5. Conclusions and Extension

The main purpose of this paper is to develop the selection diversity index for measuring performance of EMS for metro stations and EMS vulnerability. First, the available ambulance stations for rescue of metro stations in emergency are defined based on the response time threshold. Then, the number of available ambulance stations can be calculated and the selection diversity index can be formulated to account for the average number of available ambulance stations for each metro station. Finally, the vulnerability index is proposed based on the selection diversity to evaluate the imperfect performance of EMS when the ambulance stations are busy and cannot provide rescue service.

The real-world case can answer the two fundamental questions described before for station and EMS managers: (1) “How many available ambulance stations are available or can serve the rescue of metro stations in emergency?”, (2) “Which ambulance stations are most vulnerable?”. First, the distribution of number of available ambulance stations during peak and off-peak hours is analyzed, the more congested the traffic network is, the lower the selection diversity is; Secondly, it is found that the daily traffic can affect not only the number but also the spatial distribution of metro stations without EMS support, the suggestion about the safety management of metro lines is also given based on the spatial distribution analysis. Finally, the most vulnerable ambulance stations are given so that the EMS managers can reallocate the EMS facilities even more appositely.
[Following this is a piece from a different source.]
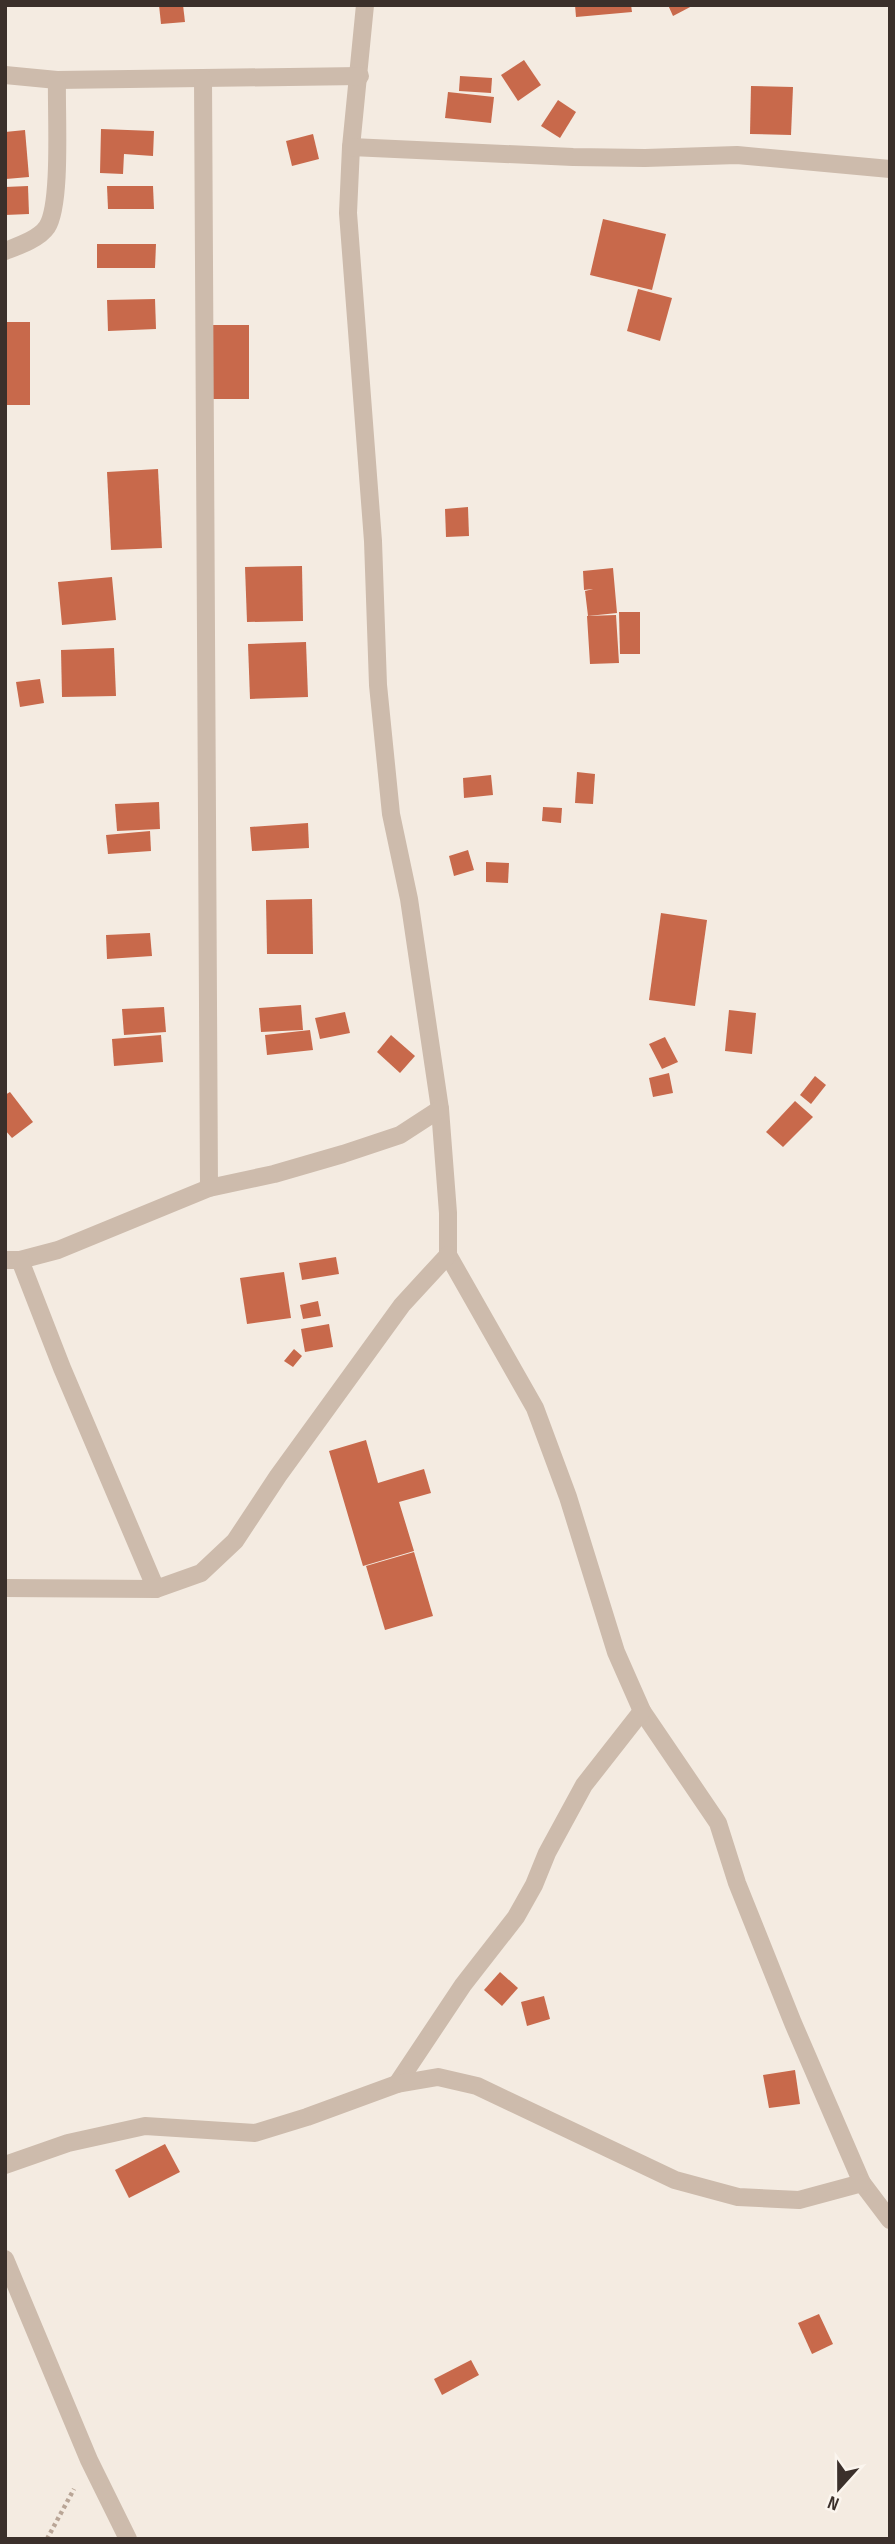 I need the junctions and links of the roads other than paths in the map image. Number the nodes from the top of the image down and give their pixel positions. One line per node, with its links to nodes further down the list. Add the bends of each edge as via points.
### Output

Further, the effect of the traffic system on the performance of EMS is measured by the selection diversity analysis. The number of available ambulance stations and the most vulnerable ambulance stations are changing with the time resulted from the dynamic traffic state and thus the EMS managers cannot ignore the effect of urban traffic state on the performance of EMS. The ambulance vehicles and other emergency resources should be allocated more reasonably after considering the real situations of traffic system and the integrated design of EMS and traffic system is necessary for improving urban safety. On the other hand, the results also proposed the distribution of metro stations without EMS support and thus the metro managers should focus on the safety management of metro stations without EMS support during different periods, not just crowed metro stations [49].

However, there is also a limitation of the proposed method framework. The most vulnerable ambulance stations are evaluated based on the selection diversity concept defined in this paper. It does not mean other ambulance stations are not vulnerable from other perspectives. For example, our current study does not consider the probability of ambulance stations being busy or unavailable. It would be interesting to examine how the vulnerable ambulance stations would change dynamically with the addition of uncertain emergency demand data.

For future research, we will use not only the travel time data but also the risk data of metro stations [50] to analyze the vulnerability and resiliency of system. In addition, it would be a good idea to test the selection diversity concept to other cities by long-term data collection. After the above works, the selection diversity can be used to assess the location plan of ambulance stations in future.